2.2 Cd胁迫对微藻细胞结构的影响Cd胁迫能够导致微藻细胞器发生退化或形态呈现多样化等。Shanab等[18]采用10 mg/L Cd胁迫拟绿球藻Pseudochlorococcum typicum 48 h后观察,在其细胞表面观察到高电子密度图层,同时淀粉颗粒在蛋白核周围大量积累且细胞器发生衰退。作者认为细胞表面的高电子密度图层是藻在Cd胁迫下的一种自我保护机制,同时淀粉颗粒的积累是其细胞器(叶绿体、蛋白核、线粒体)衰退后的一种能量储存形式。Wang等[24]对Cd胁迫96 h的小球藻Chlorella pyrenoidosa进行超微结构观察,发现对照中的细胞器易于区分,结构完整而清晰。相反,Cd胁迫的藻细胞结构明显破坏,胞质异质化、空泡化,液泡形态呈现多样化,细胞壁也发生了改变。Yang等[8]采用透射电镜观察了Chlorella minutissima UTEX 2341在67.45 mg/L Cd胁迫下的形态特征,发现正常藻细胞呈圆形,表面较光滑,细胞内部及外部均无明显高电子密度颗粒;Cd胁迫下大部分细胞器解体不易区分,细胞壁和细胞内部出现明显的电子密度较高的Cd的聚集体,表明藻细胞可通过胞外吸附和胞内聚集降低Cd对细胞的毒性。

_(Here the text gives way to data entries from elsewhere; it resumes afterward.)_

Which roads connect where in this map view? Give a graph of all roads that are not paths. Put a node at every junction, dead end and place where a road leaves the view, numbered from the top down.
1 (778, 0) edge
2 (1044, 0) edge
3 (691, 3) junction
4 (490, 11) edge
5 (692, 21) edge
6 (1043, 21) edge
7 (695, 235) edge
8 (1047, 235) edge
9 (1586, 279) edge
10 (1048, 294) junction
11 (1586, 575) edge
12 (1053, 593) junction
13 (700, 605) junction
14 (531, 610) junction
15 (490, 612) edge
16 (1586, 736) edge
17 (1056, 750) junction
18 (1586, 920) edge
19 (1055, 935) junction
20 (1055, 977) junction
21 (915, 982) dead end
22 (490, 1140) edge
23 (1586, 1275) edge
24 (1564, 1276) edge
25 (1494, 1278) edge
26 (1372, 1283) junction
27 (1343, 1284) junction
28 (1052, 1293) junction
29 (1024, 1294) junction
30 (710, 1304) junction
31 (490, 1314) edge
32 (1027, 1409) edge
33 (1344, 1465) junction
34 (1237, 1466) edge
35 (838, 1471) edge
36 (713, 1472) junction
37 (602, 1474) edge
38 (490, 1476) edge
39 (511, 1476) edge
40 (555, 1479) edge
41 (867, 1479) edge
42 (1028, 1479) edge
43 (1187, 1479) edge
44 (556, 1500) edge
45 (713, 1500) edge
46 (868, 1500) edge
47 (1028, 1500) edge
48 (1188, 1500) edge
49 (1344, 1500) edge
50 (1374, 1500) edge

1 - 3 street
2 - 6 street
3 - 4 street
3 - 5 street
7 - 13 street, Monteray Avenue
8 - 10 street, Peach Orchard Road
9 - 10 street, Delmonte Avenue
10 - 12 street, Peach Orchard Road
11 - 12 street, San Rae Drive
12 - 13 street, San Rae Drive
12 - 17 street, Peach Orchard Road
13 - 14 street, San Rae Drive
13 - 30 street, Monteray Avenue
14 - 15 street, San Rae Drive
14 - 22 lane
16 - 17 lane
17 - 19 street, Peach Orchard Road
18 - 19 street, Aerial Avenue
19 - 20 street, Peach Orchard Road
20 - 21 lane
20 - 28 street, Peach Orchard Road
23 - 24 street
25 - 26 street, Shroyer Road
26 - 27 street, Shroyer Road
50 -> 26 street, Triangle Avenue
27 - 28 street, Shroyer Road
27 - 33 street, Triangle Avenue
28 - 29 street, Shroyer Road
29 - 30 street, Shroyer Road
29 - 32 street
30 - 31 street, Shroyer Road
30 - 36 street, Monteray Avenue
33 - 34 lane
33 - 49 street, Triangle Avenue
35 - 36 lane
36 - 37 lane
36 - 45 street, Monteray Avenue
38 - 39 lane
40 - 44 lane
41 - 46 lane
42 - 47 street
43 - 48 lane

虽然Cd可引起微藻细胞结构的破坏,但微藻可通过以下方式来解除镉的毒性作用。(1) 细胞表面的快速被动吸附:该过程不需要代谢活动,速度快,可逆。该过程中重金属被吸附在细胞表面的功能基团上,从而避免Cd进入胞内造成破坏;(2) 细胞外到内的慢速主动运输:该过程为代谢依赖的过程,速度慢,不可逆。包括金属离子经过细胞膜的运输进入胞内细胞器中积累,或者和胞内富含巯基的复合物结合从而脱毒[15]。当胞外吸附不足以应对过量的重金属时,胞内机制开启脱毒功能[25]。
3 Cd的胞外吸附机理微藻细胞抵抗Cd胁迫的第一道防线为细胞壁,其在微藻吸附Cd的过程中起着重要的作用。Chojnacka等[26]认为藻细胞壁的组分如肽聚糖、糖醛酸、磷壁酸、多糖、蛋白质,这些物质均属于聚合电解质,聚合电解质携带的带电基团对于不同金属有不同的亲和力和特异性,能通过物理吸附、离子交换、化学吸附、络合、螯合、微沉降和截留作用结合环境中的Cd并形成沉淀,这一过程不需要代谢活动,速度快,可逆,从而阻止Cd进入细胞产生毒性。

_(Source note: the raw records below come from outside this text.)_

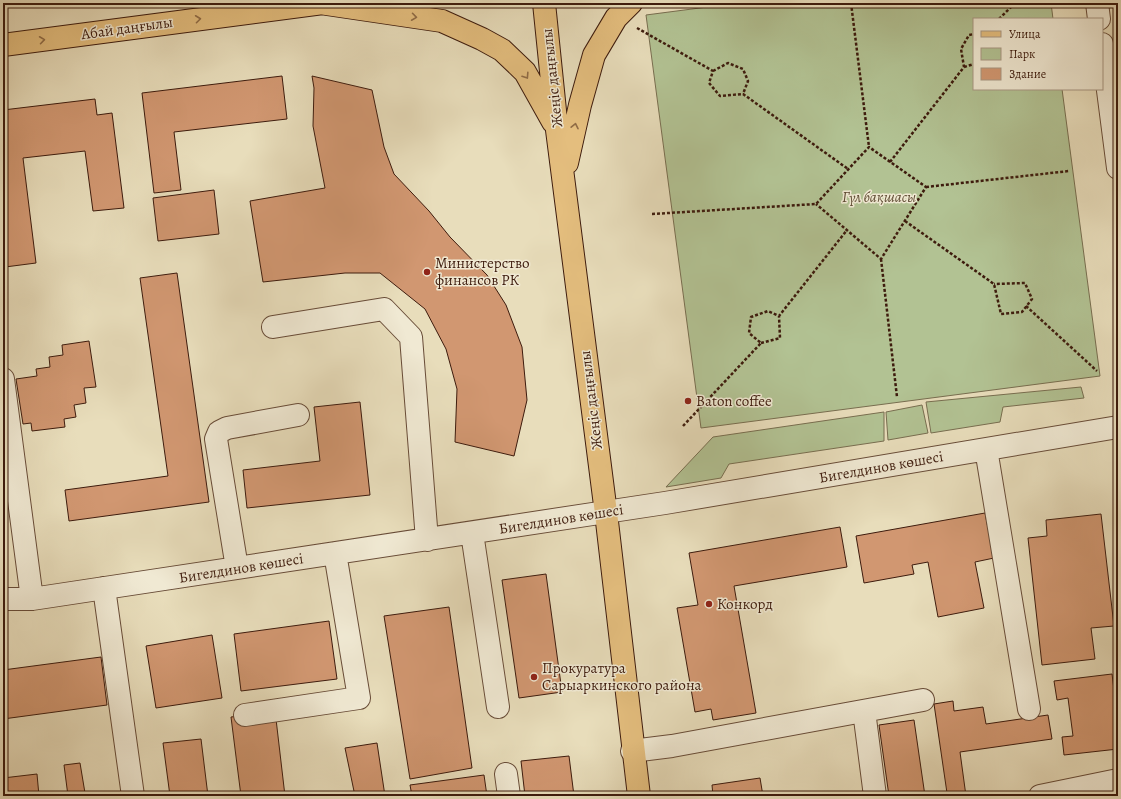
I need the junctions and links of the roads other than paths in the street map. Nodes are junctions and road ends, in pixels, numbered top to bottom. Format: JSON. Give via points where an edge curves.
{"nodes":[{"id":1,"x":322,"y":3,"type":"edge"},
{"id":2,"x":544,"y":3,"type":"edge"},
{"id":3,"x":631,"y":3,"type":"edge"},
{"id":4,"x":1097,"y":3,"type":"edge"},
{"id":5,"x":1099,"y":18,"type":"edge"},
{"id":6,"x":3,"y":45,"type":"edge"},
{"id":7,"x":1103,"y":52,"type":"edge"},
{"id":8,"x":557,"y":130,"type":"junction"},
{"id":9,"x":1118,"y":168,"type":"edge"},
{"id":10,"x":564,"y":177,"type":"junction"},
{"id":11,"x":273,"y":327,"type":"dead end"},
{"id":12,"x":3,"y":379,"type":"edge"},
{"id":13,"x":298,"y":415,"type":"dead end"},
{"id":14,"x":1118,"y":427,"type":"edge"},
{"id":15,"x":986,"y":449,"type":"junction"},
{"id":16,"x":10,"y":482,"type":"edge"},
{"id":17,"x":606,"y":513,"type":"junction"},
{"id":18,"x":472,"y":533,"type":"junction"},
{"id":19,"x":427,"y":540,"type":"junction"},
{"id":20,"x":335,"y":553,"type":"junction"},
{"id":21,"x":237,"y":568,"type":"junction"},
{"id":22,"x":104,"y":588,"type":"junction"},
{"id":23,"x":3,"y":599,"type":"edge"},
{"id":24,"x":32,"y":599,"type":"junction"},
{"id":25,"x":923,"y":700,"type":"dead end"},
{"id":26,"x":498,"y":707,"type":"dead end"},
{"id":27,"x":1029,"y":709,"type":"dead end"},
{"id":28,"x":864,"y":711,"type":"junction"},
{"id":29,"x":245,"y":714,"type":"dead end"},
{"id":30,"x":632,"y":751,"type":"junction"},
{"id":31,"x":506,"y":774,"type":"dead end"},
{"id":32,"x":1118,"y":780,"type":"edge"},
{"id":33,"x":133,"y":796,"type":"edge"},
{"id":34,"x":509,"y":796,"type":"edge"},
{"id":35,"x":638,"y":796,"type":"edge"},
{"id":36,"x":875,"y":796,"type":"edge"},
{"id":37,"x":1040,"y":796,"type":"edge"}],
"edges":[{"from":6,"to":1,"type":"main road","name":"Абай даңғылы","one_way":true},
{"from":1,"to":8,"type":"main road","name":"Абай даңғылы","one_way":true,"via":[[442,21],[482,39],[502,50],[524,72]]},
{"from":2,"to":8,"type":"main road","name":"Жеңіс даңғылы"},
{"from":10,"to":3,"type":"main road","one_way":true,"via":[[594,55],[616,18]]},
{"from":4,"to":5,"type":"street"},
{"from":7,"to":9,"type":"street"},
{"from":8,"to":10,"type":"main road","name":"Жеңіс даңғылы"},
{"from":10,"to":17,"type":"main road","name":"Жеңіс даңғылы"},
{"from":11,"to":19,"type":"street","via":[[384,309],[411,337]]},
{"from":12,"to":16,"type":"street"},
{"from":13,"to":21,"type":"street","via":[[227,428],[219,432],[216,438]]},
{"from":14,"to":15,"type":"street","name":"Бигелдинов көшесі"},
{"from":15,"to":17,"type":"street","name":"Бигелдинов көшесі"},
{"from":15,"to":27,"type":"street"},
{"from":16,"to":24,"type":"street"},
{"from":17,"to":18,"type":"street","name":"Бигелдинов көшесі"},
{"from":17,"to":30,"type":"main road","name":"Жеңіс даңғылы"},
{"from":18,"to":19,"type":"street","name":"Бигелдинов көшесі"},
{"from":18,"to":26,"type":"street"},
{"from":19,"to":20,"type":"street","name":"Бигелдинов көшесі"},
{"from":20,"to":21,"type":"street","name":"Бигелдинов көшесі"},
{"from":20,"to":29,"type":"street","via":[[359,698]]},
{"from":21,"to":22,"type":"street","name":"Бигелдинов көшесі"},
{"from":22,"to":24,"type":"street","name":"Бигелдинов көшесі"},
{"from":22,"to":33,"type":"street"},
{"from":23,"to":24,"type":"street","name":"Бигелдинов көшесі"},
{"from":25,"to":28,"type":"street"},
{"from":28,"to":30,"type":"street"},
{"from":28,"to":36,"type":"street"},
{"from":30,"to":35,"type":"main road","name":"Жеңіс даңғылы"},
{"from":31,"to":34,"type":"street"},
{"from":32,"to":37,"type":"street"}]}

Belghith等[27]发现在150 mg/L Cd胁迫下,杜氏盐藻的细胞表面大约吸附了95%的Cd离子。Macfie等[28]研究了有细胞壁的莱茵衣藻和无细胞壁的莱茵衣藻对Cd的吸附能力,发现有细胞壁的莱茵衣藻吸附的Cd量是无细胞壁莱茵衣藻的2倍左右。Santiago-Martínez等[29]研究了纤细裸藻Euglena gracilis对Cd的吸附依赖于细胞壁的组分,发现可能具有结合Cd离子能力的氨基酸(谷氨酸,天冬氨酸,半胱氨酸)和一些糖类(木糖,鼠李糖,海藻糖)所占比例较高。

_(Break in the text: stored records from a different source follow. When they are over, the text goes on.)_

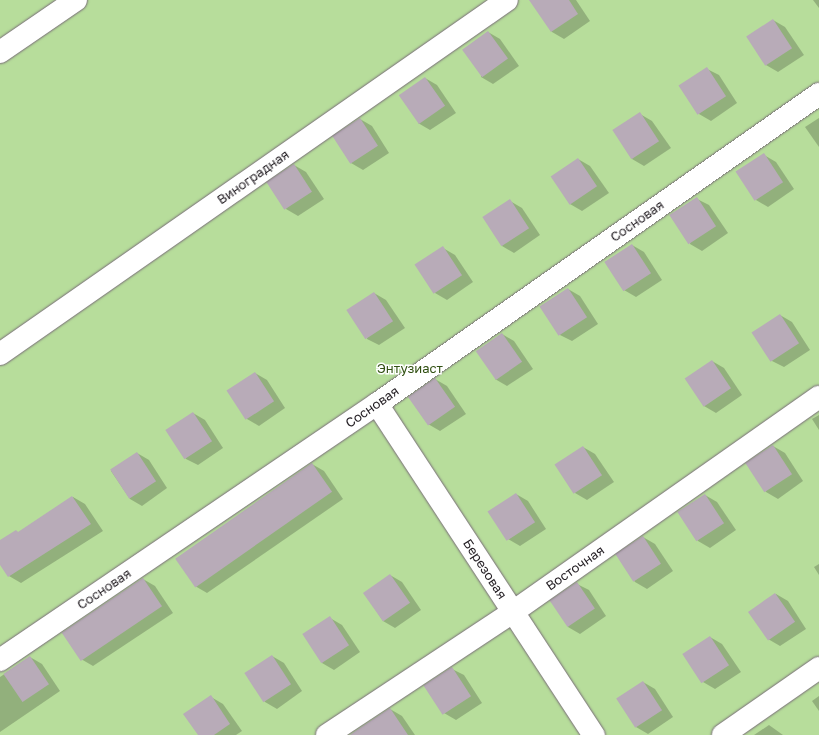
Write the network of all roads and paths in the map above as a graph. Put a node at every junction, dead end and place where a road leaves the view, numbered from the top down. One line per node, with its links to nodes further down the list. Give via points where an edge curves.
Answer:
1 (76, 0): 3 (street)
2 (507, 0): 5 (street, Виноградная)
3 (0, 52)
4 (819, 94): 7 (street, Сосновая)
5 (0, 354)
6 (819, 397): 8 (street, Восточная)
7 (377, 404): 8 (street, Березовая); 9 (street, Сосновая)
8 (513, 612): 11 (street, Восточная); 12 (street, Березовая)
9 (0, 660)
10 (819, 668): 13 (street)
11 (328, 735)
12 (594, 735)
13 (723, 735)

4 Cd的胞内脱毒机理重金属对生物的毒性一部分体现在胞内产生的活性氧(ROS)对细胞造成的氧化胁迫。在正常条件下,生物体内产生的活性氧与其清除系统保持平衡,当细胞处于Cd胁迫时会刺激ROS的过量产生。Cd通过与一些抗氧化酶类和谷胱甘肽(GSH)的巯基基团等活性位点结合而导致生物抗氧化防御系统的失活,从而间接地诱导ROS的产生。藻类的抗氧化系统由抗氧化酶和抗氧化剂组成,在胁迫条件下,抗氧化酶和抗氧化剂的活性提高,抗氧化系统得到增强,从而增加对逆境的抗性。此外,进入到细胞内的Cd离子可以被一些金属螯合物如植物螯合素PCs、金属硫蛋白类似物MTs-like、GSH等所结合形成稳定的金属复合物,或者被进一步运输至亚细胞器如液泡、叶绿体中,降低金属离子对细胞质的毒性。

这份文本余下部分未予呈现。